#### [Work item]
Output every entry exactly as written, but omit the pictures.
*** Provided information Section Begins ***
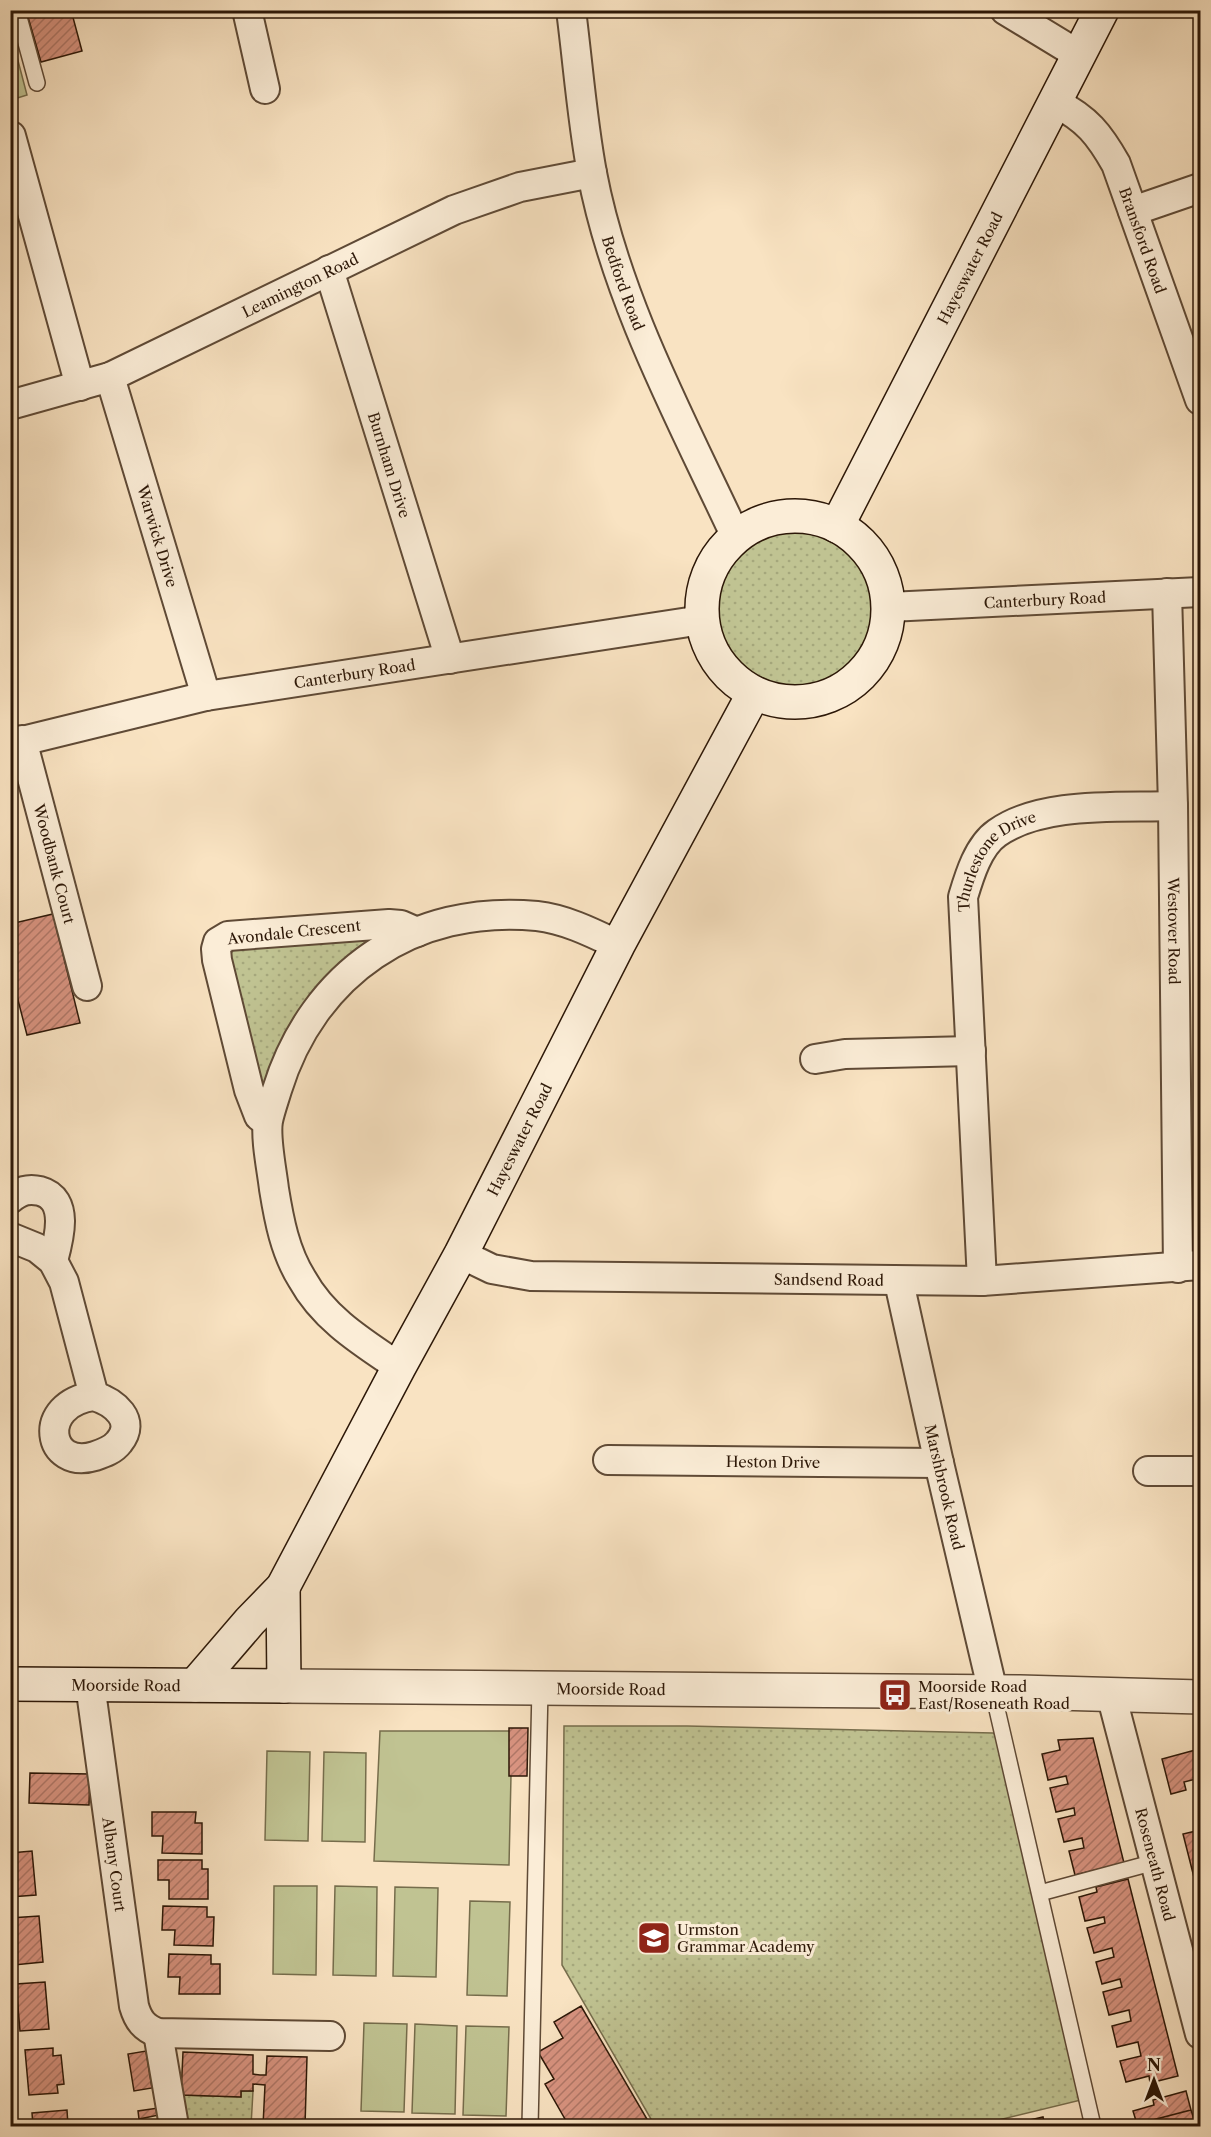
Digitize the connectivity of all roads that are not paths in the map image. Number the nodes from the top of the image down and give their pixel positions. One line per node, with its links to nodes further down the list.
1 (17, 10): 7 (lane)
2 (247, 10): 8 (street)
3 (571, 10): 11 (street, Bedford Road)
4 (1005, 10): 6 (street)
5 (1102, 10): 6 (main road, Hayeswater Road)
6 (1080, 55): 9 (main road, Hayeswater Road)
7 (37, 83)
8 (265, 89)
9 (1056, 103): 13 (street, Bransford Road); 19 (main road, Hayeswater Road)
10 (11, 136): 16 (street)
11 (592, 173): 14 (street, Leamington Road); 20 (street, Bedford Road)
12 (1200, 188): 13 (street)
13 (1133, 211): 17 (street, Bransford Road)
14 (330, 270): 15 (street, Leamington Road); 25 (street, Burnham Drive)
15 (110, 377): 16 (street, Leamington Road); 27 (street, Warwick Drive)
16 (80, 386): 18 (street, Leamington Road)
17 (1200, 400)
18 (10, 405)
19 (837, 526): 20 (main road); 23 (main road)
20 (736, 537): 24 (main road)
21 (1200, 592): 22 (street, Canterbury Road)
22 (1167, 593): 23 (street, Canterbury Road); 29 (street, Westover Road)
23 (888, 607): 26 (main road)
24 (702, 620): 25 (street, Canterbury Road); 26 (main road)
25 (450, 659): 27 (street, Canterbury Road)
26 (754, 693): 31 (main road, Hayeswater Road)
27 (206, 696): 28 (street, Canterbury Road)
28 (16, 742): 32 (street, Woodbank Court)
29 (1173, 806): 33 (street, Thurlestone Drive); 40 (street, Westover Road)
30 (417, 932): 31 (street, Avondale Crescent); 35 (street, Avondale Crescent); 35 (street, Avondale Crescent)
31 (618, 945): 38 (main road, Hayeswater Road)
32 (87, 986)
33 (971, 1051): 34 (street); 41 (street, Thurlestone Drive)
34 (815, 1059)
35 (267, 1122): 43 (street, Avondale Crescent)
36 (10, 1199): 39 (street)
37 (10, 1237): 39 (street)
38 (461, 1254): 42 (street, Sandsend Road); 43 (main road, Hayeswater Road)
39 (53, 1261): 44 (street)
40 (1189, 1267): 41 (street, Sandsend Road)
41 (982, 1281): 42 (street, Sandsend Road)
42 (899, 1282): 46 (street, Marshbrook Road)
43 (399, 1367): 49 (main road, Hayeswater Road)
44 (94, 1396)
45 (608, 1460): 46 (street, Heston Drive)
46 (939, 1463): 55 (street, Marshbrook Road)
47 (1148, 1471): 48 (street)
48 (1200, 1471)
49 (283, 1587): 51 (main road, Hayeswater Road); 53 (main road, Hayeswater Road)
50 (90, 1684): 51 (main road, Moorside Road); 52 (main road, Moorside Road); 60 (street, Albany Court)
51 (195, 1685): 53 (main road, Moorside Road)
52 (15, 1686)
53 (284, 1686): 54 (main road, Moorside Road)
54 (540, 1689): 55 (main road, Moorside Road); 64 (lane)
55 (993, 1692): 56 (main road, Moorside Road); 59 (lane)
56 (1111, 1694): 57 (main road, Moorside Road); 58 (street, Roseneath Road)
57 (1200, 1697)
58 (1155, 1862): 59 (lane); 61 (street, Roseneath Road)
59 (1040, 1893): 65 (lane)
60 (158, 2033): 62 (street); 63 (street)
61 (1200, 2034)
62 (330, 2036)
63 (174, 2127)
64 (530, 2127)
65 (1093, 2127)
*** Provided information Section Ends ***
#### [Exercise answer]
Digitize the connectivity of all roads that are not paths in the map image. Number the nodes from the top of the image down and give their pixel positions. One line per node, with its links to nodes further down the list.
1 (17, 10): 7 (lane)
2 (247, 10): 8 (street)
3 (571, 10): 11 (street, Bedford Road)
4 (1005, 10): 6 (street)
5 (1102, 10): 6 (main road, Hayeswater Road)
6 (1080, 55): 9 (main road, Hayeswater Road)
7 (37, 83)
8 (265, 89)
9 (1056, 103): 13 (street, Bransford Road); 19 (main road, Hayeswater Road)
10 (11, 136): 16 (street)
11 (592, 173): 14 (street, Leamington Road); 20 (street, Bedford Road)
12 (1200, 188): 13 (street)
13 (1133, 211): 17 (street, Bransford Road)
14 (330, 270): 15 (street, Leamington Road); 25 (street, Burnham Drive)
15 (110, 377): 16 (street, Leamington Road); 27 (street, Warwick Drive)
16 (80, 386): 18 (street, Leamington Road)
17 (1200, 400)
18 (10, 405)
19 (837, 526): 20 (main road); 23 (main road)
20 (736, 537): 24 (main road)
21 (1200, 592): 22 (street, Canterbury Road)
22 (1167, 593): 23 (street, Canterbury Road); 29 (street, Westover Road)
23 (888, 607): 26 (main road)
24 (702, 620): 25 (street, Canterbury Road); 26 (main road)
25 (450, 659): 27 (street, Canterbury Road)
26 (754, 693): 31 (main road, Hayeswater Road)
27 (206, 696): 28 (street, Canterbury Road)
28 (16, 742): 32 (street, Woodbank Court)
29 (1173, 806): 33 (street, Thurlestone Drive); 40 (street, Westover Road)
30 (417, 932): 31 (street, Avondale Crescent); 35 (street, Avondale Crescent); 35 (street, Avondale Crescent)
31 (618, 945): 38 (main road, Hayeswater Road)
32 (87, 986)
33 (971, 1051): 34 (street); 41 (street, Thurlestone Drive)
34 (815, 1059)
35 (267, 1122): 43 (street, Avondale Crescent)
36 (10, 1199): 39 (street)
37 (10, 1237): 39 (street)
38 (461, 1254): 42 (street, Sandsend Road); 43 (main road, Hayeswater Road)
39 (53, 1261): 44 (street)
40 (1189, 1267): 41 (street, Sandsend Road)
41 (982, 1281): 42 (street, Sandsend Road)
42 (899, 1282): 46 (street, Marshbrook Road)
43 (399, 1367): 49 (main road, Hayeswater Road)
44 (94, 1396)
45 (608, 1460): 46 (street, Heston Drive)
46 (939, 1463): 55 (street, Marshbrook Road)
47 (1148, 1471): 48 (street)
48 (1200, 1471)
49 (283, 1587): 51 (main road, Hayeswater Road); 53 (main road, Hayeswater Road)
50 (90, 1684): 51 (main road, Moorside Road); 52 (main road, Moorside Road); 60 (street, Albany Court)
51 (195, 1685): 53 (main road, Moorside Road)
52 (15, 1686)
53 (284, 1686): 54 (main road, Moorside Road)
54 (540, 1689): 55 (main road, Moorside Road); 64 (lane)
55 (993, 1692): 56 (main road, Moorside Road); 59 (lane)
56 (1111, 1694): 57 (main road, Moorside Road); 58 (street, Roseneath Road)
57 (1200, 1697)
58 (1155, 1862): 59 (lane); 61 (street, Roseneath Road)
59 (1040, 1893): 65 (lane)
60 (158, 2033): 62 (street); 63 (street)
61 (1200, 2034)
62 (330, 2036)
63 (174, 2127)
64 (530, 2127)
65 (1093, 2127)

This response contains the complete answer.